Brief: Only lines holding the word "nodes" are wanted from the records; copy all of them.

(Data entries)

*****

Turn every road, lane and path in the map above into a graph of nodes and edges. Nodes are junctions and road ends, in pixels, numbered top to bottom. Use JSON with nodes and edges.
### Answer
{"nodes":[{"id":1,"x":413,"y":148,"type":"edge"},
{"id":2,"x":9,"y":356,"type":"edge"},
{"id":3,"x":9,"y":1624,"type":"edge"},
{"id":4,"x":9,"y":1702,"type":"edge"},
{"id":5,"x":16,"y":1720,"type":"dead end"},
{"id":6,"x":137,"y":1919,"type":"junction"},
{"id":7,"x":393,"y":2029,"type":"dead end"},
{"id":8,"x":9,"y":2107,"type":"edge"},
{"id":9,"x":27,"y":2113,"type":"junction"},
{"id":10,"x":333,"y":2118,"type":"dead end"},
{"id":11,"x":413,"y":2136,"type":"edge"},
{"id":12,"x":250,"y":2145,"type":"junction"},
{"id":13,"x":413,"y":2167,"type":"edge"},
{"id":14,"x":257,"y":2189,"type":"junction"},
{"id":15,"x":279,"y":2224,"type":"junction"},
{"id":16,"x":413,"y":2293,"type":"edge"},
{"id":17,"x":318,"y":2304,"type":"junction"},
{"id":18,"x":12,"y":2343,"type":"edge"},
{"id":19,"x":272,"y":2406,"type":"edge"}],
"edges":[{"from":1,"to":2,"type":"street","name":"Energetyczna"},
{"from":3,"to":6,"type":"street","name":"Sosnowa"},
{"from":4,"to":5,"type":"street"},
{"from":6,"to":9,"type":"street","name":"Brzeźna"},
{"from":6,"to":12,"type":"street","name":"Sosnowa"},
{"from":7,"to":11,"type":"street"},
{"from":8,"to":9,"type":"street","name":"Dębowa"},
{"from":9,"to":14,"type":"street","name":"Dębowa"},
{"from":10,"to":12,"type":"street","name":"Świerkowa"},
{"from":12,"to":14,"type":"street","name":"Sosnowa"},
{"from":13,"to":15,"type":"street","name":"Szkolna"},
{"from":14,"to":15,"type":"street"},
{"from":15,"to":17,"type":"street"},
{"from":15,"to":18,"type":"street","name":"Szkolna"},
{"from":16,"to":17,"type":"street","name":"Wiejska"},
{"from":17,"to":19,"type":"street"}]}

*****

Task output:
Turn every road, lane and path in the map above into a graph of nodes and edges. Nodes are junctions and road ends, in pixels, numbered top to bottom. Use JSON with nodes and edges.
{"nodes":[{"id":1,"x":413,"y":148,"type":"edge"},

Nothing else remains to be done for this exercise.